We invite you to view Employment Law This Week– a weekly rundown of the latest news in the field, brought to you by Epstein Becker Green. We look at the latest trends, important court decisions, and new developments that could impact your work. Join us every Monday for a new five-minute episode! Read the firm’s press release here and subscribe for updates.
This week’s stories include …
1. SCOTUS Rules for Christian Colorado Baker
Our top story: On narrow grounds, the Supreme Court of the United States has found in favor of a baker in Colorado who refused an order for a custom wedding cake from a gay couple because of his religious beliefs. The Colorado Civil Rights Commission found that the baker had engaged in unlawful discrimination after he refused to serve a same-sex couple. The high court found that comments by one member of the Colorado Commission showed religious animus that violated the First Amendment’s free exercise clause. The Supreme Court declined to address the delicate balance between a business’s First Amendment rights and statutory protections under anti-discrimination laws, but the issue is likely to be back in court in the near future. Janene Marasciullo, from Epstein Becker Green, has more:
“The masterpiece cake case does not address employment directly. It addressed . . . it was resolved on First Amendment grounds, and the First Amendment prohibits the state from interfering with one’s free exercise of religion, and that was the basis for the decision. The First Amendment does not necessarily apply to private employers; however, the way the court decided the case, it reiterated and placed a very strong emphasis on the need to treat claims of religion with neutrality and respect. And employers should take away from this that if they have a situation where an employee is requesting a religious accommodation for some reason, that those need to be treated with respect and neutrally, so that they’re not favoring one religion over another because that could lead to a claim of discrimination if that action was coupled with an adverse employment action.”

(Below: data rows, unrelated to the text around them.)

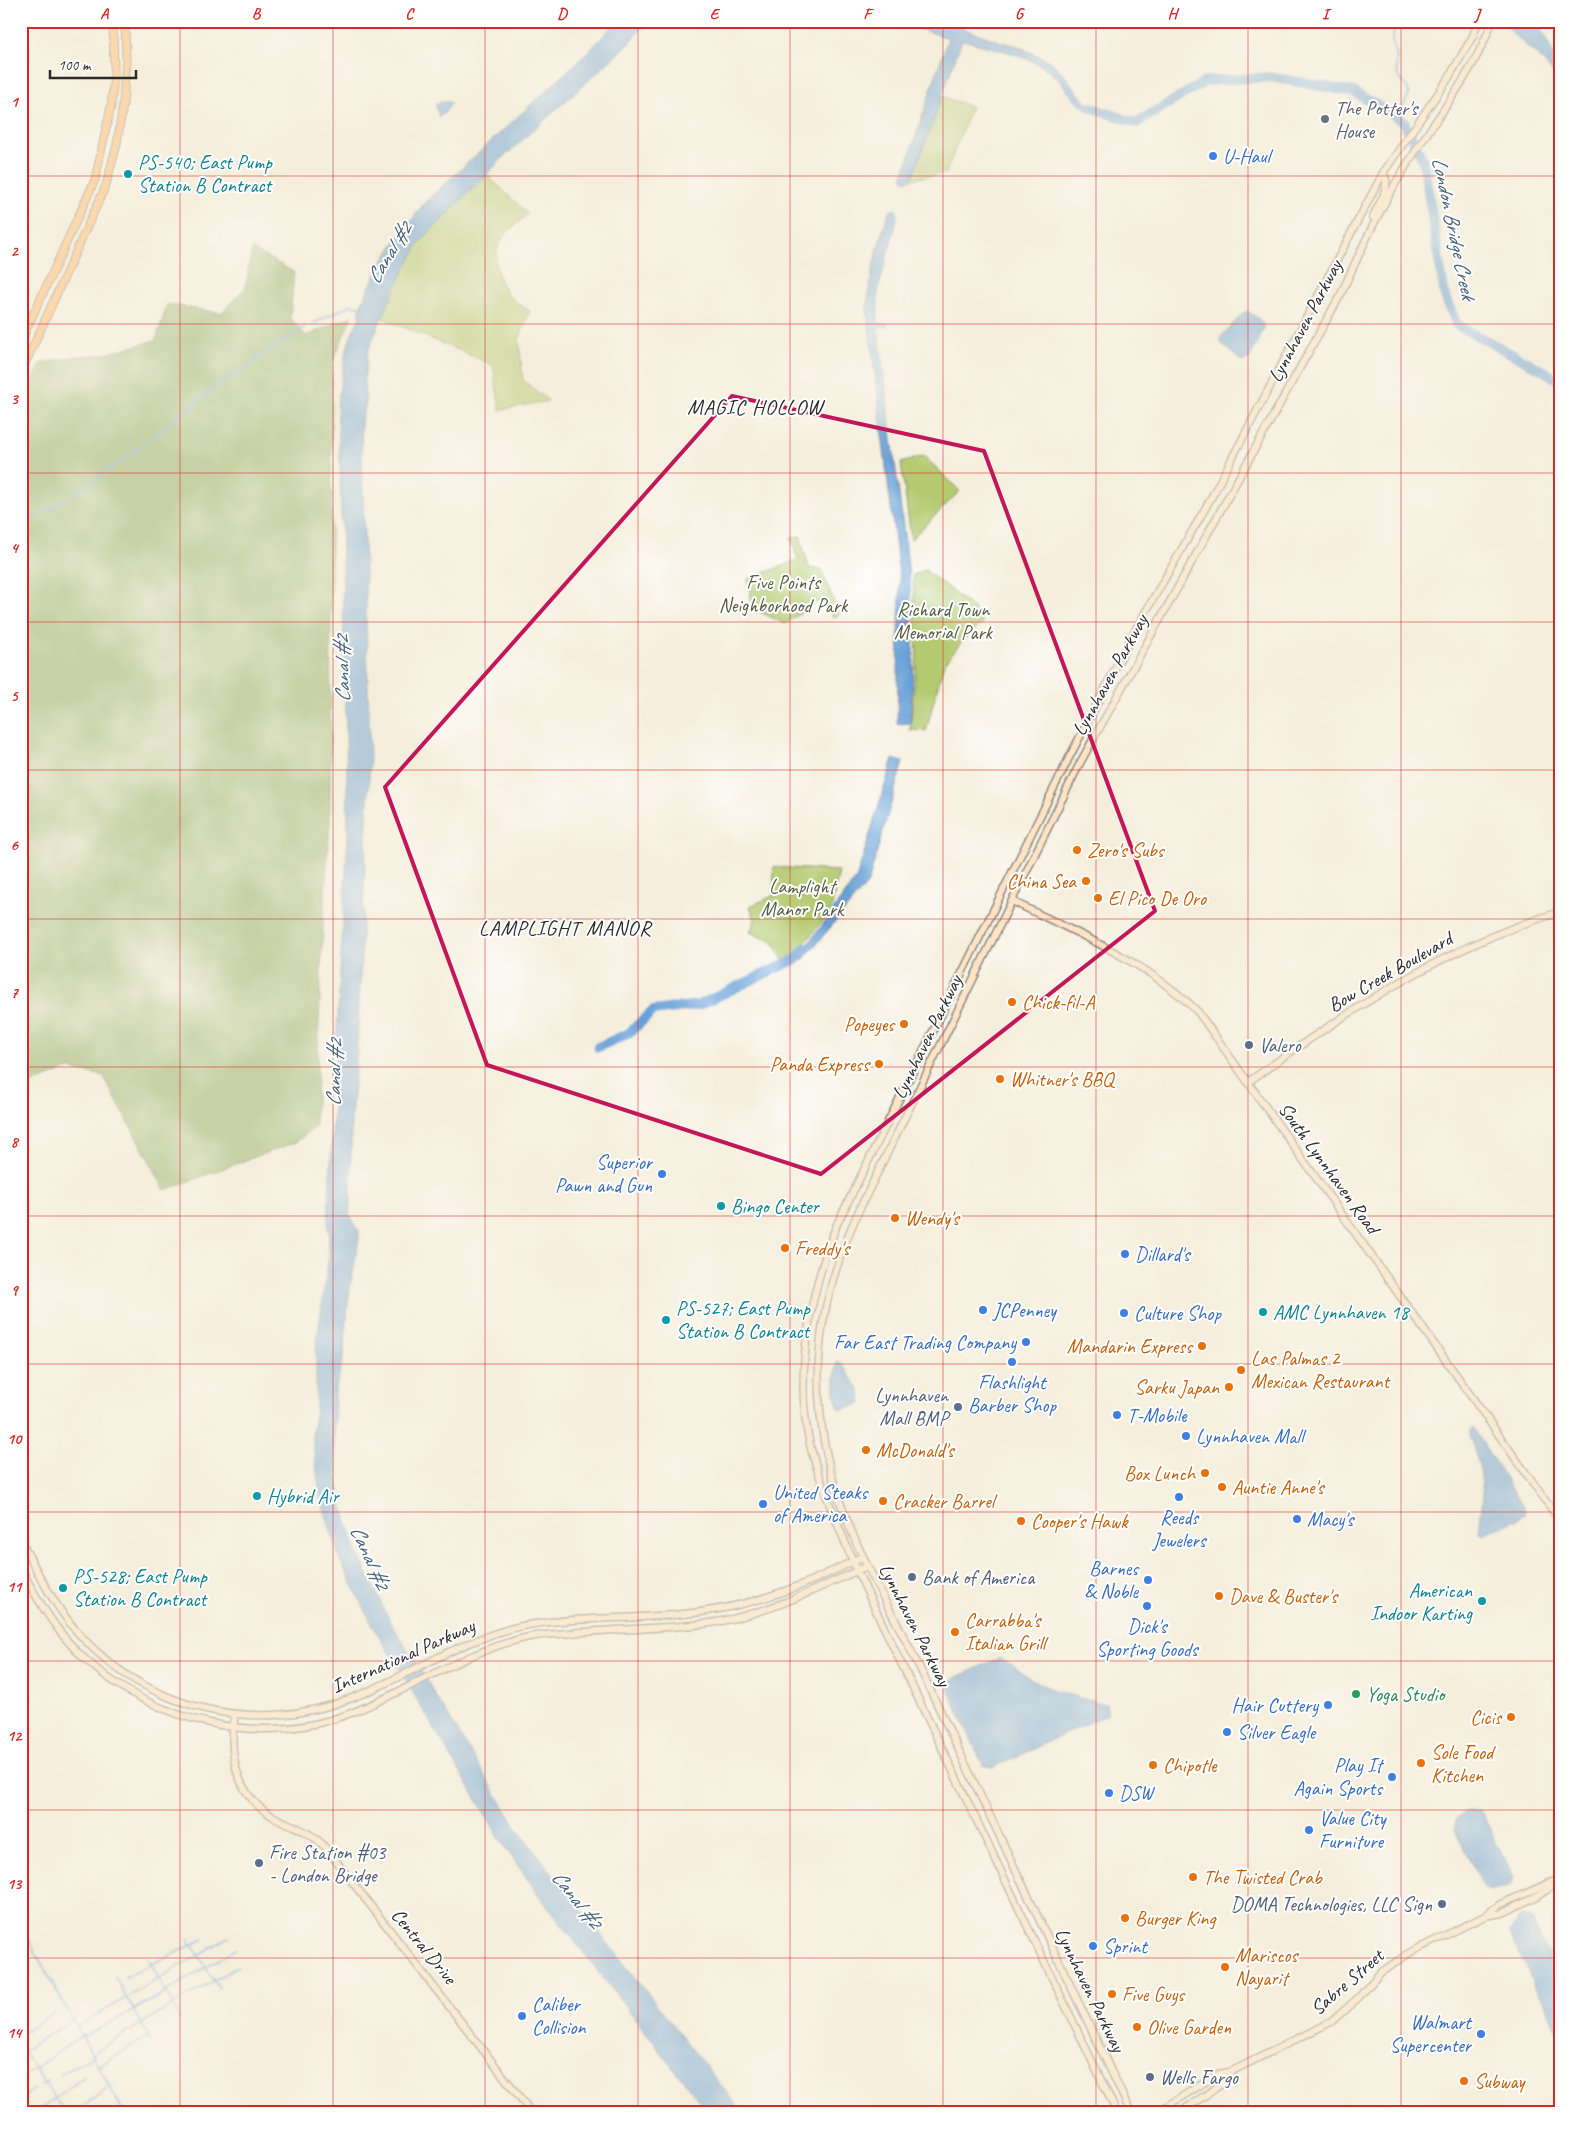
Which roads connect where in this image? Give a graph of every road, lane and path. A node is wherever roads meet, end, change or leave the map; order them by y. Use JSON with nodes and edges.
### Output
{"nodes":[{"id":1,"x":113,"y":21,"type":"edge"},
{"id":2,"x":125,"y":21,"type":"edge"},
{"id":3,"x":1478,"y":21,"type":"edge"},
{"id":4,"x":1492,"y":21,"type":"edge"},
{"id":5,"x":1383,"y":173,"type":"junction"},
{"id":6,"x":1371,"y":228,"type":"junction"},
{"id":7,"x":21,"y":341,"type":"edge"},
{"id":8,"x":21,"y":373,"type":"edge"},
{"id":9,"x":1012,"y":901,"type":"junction"},
{"id":10,"x":1560,"y":912,"type":"edge"},
{"id":11,"x":1248,"y":1082,"type":"junction"},
{"id":12,"x":1560,"y":1521,"type":"edge"},
{"id":13,"x":21,"y":1541,"type":"edge"},
{"id":14,"x":863,"y":1556,"type":"junction"},
{"id":15,"x":853,"y":1562,"type":"junction"},
{"id":16,"x":867,"y":1566,"type":"junction"},
{"id":17,"x":21,"y":1568,"type":"edge"},
{"id":18,"x":857,"y":1570,"type":"junction"},
{"id":19,"x":235,"y":1714,"type":"junction"},
{"id":20,"x":233,"y":1728,"type":"junction"},
{"id":21,"x":1560,"y":1880,"type":"edge"},
{"id":22,"x":1230,"y":2072,"type":"junction"},
{"id":23,"x":532,"y":2113,"type":"edge"},
{"id":24,"x":1117,"y":2113,"type":"edge"},
{"id":25,"x":1131,"y":2113,"type":"edge"},
{"id":26,"x":1156,"y":2113,"type":"edge"},
{"id":27,"x":1179,"y":2113,"type":"edge"}],
"edges":[{"from":1,"to":7,"type":"main road"},
{"from":2,"to":8,"type":"main road"},
{"from":3,"to":5,"type":"main road","name":"Lynnhaven Parkway"},
{"from":4,"to":6,"type":"main road","name":"Lynnhaven Parkway"},
{"from":5,"to":6,"type":"main road"},
{"from":5,"to":15,"type":"main road","name":"Lynnhaven Parkway"},
{"from":6,"to":9,"type":"main road","name":"Lynnhaven Parkway"},
{"from":9,"to":11,"type":"main road","name":"South Lynnhaven Road"},
{"from":9,"to":14,"type":"main road","name":"Lynnhaven Parkway"},
{"from":10,"to":11,"type":"main road","name":"Bow Creek Boulevard"},
{"from":11,"to":12,"type":"main road","name":"South Lynnhaven Road"},
{"from":13,"to":19,"type":"main road","name":"International Parkway"},
{"from":14,"to":15,"type":"main road","name":"International Parkway"},
{"from":14,"to":16,"type":"main road","name":"Lynnhaven Parkway"},
{"from":15,"to":18,"type":"main road","name":"Lynnhaven Parkway"},
{"from":15,"to":19,"type":"main road","name":"International Parkway"},
{"from":16,"to":18,"type":"main road","name":"International Parkway"},
{"from":16,"to":25,"type":"main road","name":"Lynnhaven Parkway"},
{"from":17,"to":20,"type":"main road","name":"International Parkway"},
{"from":18,"to":20,"type":"main road","name":"International Parkway"},
{"from":18,"to":24,"type":"main road","name":"Lynnhaven Parkway"},
{"from":19,"to":20,"type":"main road","name":"Central Drive"},
{"from":20,"to":23,"type":"main road","name":"Central Drive"},
{"from":21,"to":22,"type":"main road","name":"Sabre Street"},
{"from":22,"to":26,"type":"main road","name":"Sabre Street"},
{"from":22,"to":27,"type":"main road","name":"Sabre Street"}]}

2. California Court Addresses Waiting-Time Penalties
The California Court of Appeal says waiting-time penalties apply regardless of whether there was malicious intent. Labor Code Section 203 states that an employer that “willfully fails to pay” any wages after an employee is terminated or quits is responsible for continuous wages until payment is made. In this case, the employer argued that its failure to pay was not willful because it was not aware of a minimum wage hike. But the court determined that ignorance of the law was no excuse and that “willful failure to pay” requires only that an employer act knowingly.

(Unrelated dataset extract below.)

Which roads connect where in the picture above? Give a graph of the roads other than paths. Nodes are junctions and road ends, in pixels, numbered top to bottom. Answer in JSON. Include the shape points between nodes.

3. Epic Decision Changes Course of Many Cases
The Supreme Court’s Epic decision sends a slew of class action cases into individual arbitrations. In light of its landmark ruling that okayed class waivers in arbitration agreements, the high court has remanded a pending United Healthcare class action case back to the U.S. Court of Appeals for the Seventh Circuit. A Michigan federal court just ruled that workers suing Fiat Chrysler for discrimination will have to take their claims to individual arbitration, and a California federal judge did the same for a class of delivery drivers suing a Domino’s franchisee. Many other cases are being voluntarily removed to arbitration. The Epic ruling applies to an estimated 25 million U.S. employees who are subject to arbitration agreements containing class action waivers.
4. Connecticut and Vermont Adopt Salary History Bans
Two more states say “no” to salary history inquiries by employers. Connecticut and Vermont are the most recent states to prohibit employers from asking applicants about their salary history. Nine states across the country now have salary history bans, including California, Delaware, and New Jersey. The Connecticut law allows applicants to file lawsuits against an employer that inquires about their past compensation. Vermont’s law bans salary history questions but allows employers to ask about an applicant’s salary expectations or requirements.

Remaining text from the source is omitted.